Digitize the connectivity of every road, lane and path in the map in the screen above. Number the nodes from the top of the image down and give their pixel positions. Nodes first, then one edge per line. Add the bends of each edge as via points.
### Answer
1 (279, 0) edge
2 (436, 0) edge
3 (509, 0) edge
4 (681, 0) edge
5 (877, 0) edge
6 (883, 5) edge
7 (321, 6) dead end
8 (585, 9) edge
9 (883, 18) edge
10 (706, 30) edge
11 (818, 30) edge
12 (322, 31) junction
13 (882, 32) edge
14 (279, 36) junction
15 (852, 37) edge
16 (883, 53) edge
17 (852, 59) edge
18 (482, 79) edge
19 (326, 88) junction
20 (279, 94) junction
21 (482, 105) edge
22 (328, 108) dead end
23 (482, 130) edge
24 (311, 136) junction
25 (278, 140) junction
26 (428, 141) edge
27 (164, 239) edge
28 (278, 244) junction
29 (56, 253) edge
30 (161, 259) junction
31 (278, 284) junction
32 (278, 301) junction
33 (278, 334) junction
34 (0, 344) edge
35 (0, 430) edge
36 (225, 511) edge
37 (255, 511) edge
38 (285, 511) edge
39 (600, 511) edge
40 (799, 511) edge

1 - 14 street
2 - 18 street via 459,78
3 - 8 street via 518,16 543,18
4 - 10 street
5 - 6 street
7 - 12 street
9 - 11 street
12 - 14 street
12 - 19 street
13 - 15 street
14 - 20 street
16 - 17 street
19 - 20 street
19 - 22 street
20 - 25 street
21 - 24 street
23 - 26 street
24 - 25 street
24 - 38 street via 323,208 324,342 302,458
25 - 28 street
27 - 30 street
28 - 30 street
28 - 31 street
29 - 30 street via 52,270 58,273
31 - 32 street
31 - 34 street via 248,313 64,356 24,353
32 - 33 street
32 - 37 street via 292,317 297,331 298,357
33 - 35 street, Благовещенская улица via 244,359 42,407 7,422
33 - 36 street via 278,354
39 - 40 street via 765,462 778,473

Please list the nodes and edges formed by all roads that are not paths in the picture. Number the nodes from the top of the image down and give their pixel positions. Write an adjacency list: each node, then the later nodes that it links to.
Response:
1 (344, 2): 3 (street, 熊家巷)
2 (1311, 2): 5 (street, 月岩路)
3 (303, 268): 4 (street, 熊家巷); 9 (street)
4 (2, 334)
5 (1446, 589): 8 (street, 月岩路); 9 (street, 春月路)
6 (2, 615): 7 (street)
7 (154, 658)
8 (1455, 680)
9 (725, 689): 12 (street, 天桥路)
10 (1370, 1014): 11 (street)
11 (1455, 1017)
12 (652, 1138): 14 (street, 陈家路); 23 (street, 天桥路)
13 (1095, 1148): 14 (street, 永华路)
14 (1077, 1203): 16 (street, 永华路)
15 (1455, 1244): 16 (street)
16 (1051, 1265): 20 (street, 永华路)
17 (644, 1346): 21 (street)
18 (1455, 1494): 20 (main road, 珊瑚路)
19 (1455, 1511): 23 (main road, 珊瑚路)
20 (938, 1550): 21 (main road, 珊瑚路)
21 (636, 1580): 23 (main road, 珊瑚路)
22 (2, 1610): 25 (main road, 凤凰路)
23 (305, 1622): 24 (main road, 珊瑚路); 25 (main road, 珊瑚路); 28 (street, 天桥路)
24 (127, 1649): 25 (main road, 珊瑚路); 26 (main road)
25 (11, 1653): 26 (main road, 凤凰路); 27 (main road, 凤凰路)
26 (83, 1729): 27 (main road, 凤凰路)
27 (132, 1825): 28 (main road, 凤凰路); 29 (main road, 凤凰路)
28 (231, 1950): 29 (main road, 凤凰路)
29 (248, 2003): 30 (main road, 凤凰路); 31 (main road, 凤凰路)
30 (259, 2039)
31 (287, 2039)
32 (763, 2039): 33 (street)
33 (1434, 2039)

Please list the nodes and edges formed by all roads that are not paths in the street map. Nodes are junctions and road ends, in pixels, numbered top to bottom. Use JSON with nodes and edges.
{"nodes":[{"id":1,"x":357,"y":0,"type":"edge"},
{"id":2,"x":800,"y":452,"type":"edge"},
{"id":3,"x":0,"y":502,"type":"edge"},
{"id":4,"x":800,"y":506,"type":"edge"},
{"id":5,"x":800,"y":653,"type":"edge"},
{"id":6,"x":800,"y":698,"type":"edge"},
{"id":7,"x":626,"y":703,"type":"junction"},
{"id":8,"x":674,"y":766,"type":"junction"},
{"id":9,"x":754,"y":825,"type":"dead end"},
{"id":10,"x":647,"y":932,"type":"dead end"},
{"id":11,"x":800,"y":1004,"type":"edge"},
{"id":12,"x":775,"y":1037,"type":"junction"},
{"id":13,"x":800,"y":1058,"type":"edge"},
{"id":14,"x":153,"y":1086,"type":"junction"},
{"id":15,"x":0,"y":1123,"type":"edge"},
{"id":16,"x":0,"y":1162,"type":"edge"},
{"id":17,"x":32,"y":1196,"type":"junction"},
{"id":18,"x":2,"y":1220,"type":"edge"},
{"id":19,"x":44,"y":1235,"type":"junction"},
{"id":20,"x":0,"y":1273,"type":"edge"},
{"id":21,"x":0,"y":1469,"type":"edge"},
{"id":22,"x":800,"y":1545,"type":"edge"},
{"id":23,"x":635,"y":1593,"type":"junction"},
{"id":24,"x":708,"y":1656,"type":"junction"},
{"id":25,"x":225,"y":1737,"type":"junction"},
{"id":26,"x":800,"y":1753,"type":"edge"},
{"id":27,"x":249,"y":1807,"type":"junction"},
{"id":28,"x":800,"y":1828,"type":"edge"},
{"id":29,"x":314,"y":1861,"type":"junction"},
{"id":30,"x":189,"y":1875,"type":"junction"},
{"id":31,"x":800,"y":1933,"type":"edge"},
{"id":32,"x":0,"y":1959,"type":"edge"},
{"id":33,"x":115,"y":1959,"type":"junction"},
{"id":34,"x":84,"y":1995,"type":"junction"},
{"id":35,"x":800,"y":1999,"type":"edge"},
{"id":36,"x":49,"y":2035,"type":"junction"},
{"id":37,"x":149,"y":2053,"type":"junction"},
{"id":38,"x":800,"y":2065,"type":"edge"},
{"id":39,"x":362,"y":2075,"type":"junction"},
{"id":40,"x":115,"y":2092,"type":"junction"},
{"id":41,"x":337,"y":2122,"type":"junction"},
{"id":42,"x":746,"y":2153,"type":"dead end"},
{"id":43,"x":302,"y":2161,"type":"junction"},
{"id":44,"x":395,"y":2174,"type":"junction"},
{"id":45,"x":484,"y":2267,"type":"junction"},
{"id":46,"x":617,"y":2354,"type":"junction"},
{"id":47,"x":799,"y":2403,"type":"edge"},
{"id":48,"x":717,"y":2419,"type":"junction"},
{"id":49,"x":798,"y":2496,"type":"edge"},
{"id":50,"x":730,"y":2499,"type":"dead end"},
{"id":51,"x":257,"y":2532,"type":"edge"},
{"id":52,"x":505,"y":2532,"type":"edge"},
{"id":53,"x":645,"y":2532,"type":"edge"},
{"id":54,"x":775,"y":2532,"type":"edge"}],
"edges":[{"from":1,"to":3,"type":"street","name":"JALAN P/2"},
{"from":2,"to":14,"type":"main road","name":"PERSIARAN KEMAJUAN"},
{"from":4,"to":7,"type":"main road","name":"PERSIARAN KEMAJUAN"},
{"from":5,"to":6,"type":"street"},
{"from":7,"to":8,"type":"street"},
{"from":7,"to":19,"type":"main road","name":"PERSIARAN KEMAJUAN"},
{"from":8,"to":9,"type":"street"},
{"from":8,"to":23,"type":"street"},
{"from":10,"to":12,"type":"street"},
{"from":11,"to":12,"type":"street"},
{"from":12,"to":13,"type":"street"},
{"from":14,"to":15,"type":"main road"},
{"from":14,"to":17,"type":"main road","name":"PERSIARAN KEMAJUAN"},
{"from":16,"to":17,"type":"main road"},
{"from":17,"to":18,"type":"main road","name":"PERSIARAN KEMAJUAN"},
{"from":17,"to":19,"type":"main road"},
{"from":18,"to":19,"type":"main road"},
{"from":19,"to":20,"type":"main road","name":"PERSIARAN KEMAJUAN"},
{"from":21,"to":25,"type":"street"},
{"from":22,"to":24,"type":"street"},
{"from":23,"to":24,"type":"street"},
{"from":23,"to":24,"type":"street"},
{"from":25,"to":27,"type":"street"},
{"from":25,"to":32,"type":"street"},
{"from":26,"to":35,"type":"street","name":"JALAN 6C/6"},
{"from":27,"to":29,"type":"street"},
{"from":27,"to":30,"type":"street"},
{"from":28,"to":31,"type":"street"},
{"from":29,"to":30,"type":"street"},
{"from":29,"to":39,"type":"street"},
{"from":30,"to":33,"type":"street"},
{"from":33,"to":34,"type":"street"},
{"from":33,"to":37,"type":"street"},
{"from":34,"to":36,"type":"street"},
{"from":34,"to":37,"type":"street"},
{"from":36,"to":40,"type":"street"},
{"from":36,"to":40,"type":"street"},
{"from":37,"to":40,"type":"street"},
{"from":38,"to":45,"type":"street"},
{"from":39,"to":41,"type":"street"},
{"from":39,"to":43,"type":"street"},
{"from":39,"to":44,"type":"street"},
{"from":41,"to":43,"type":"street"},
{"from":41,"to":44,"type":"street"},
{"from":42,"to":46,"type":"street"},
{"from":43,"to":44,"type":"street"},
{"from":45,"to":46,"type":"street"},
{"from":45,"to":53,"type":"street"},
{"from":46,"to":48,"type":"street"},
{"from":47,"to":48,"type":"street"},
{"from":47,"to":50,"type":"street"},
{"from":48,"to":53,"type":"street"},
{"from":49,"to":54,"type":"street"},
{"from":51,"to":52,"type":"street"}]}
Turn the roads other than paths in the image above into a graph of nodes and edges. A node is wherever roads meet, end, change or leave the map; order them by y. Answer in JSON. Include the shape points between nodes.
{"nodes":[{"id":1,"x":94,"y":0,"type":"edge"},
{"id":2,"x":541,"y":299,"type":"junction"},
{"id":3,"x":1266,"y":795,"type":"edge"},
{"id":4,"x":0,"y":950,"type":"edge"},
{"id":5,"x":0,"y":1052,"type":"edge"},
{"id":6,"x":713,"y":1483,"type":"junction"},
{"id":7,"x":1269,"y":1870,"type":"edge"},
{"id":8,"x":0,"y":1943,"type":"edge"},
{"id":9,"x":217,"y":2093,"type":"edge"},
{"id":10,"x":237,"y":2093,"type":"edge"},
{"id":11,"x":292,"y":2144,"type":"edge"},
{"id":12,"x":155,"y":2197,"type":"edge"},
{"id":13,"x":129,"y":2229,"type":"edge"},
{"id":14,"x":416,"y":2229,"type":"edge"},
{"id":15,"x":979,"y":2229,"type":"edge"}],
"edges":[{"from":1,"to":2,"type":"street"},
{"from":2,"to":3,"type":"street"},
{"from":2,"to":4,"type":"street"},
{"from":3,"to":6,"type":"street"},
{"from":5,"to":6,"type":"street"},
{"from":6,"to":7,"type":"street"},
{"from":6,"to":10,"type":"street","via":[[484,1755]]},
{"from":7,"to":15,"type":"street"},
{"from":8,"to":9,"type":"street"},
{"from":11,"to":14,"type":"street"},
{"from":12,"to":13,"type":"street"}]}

● What you will do: What belongs in the answer is each line of the listing that contains the word "roads".

● Task result:
Please list the nodes and edges formed by all roads that are not paths in the picture. Number the nodes from the top of the image down and give their pixel positions. Write an adjacency list: each node, then the later nodes that it links to.
Please list the nodes and edges formed by all roads that are not paths in the street map. Nodes are junctions and road ends, in pixels, numbered top to bottom. Use JSON with nodes and edges.
Turn the roads other than paths in the image above into a graph of nodes and edges. A node is wherever roads meet, end, change or leave the map; order them by y. Answer in JSON. Include the shape points between nodes.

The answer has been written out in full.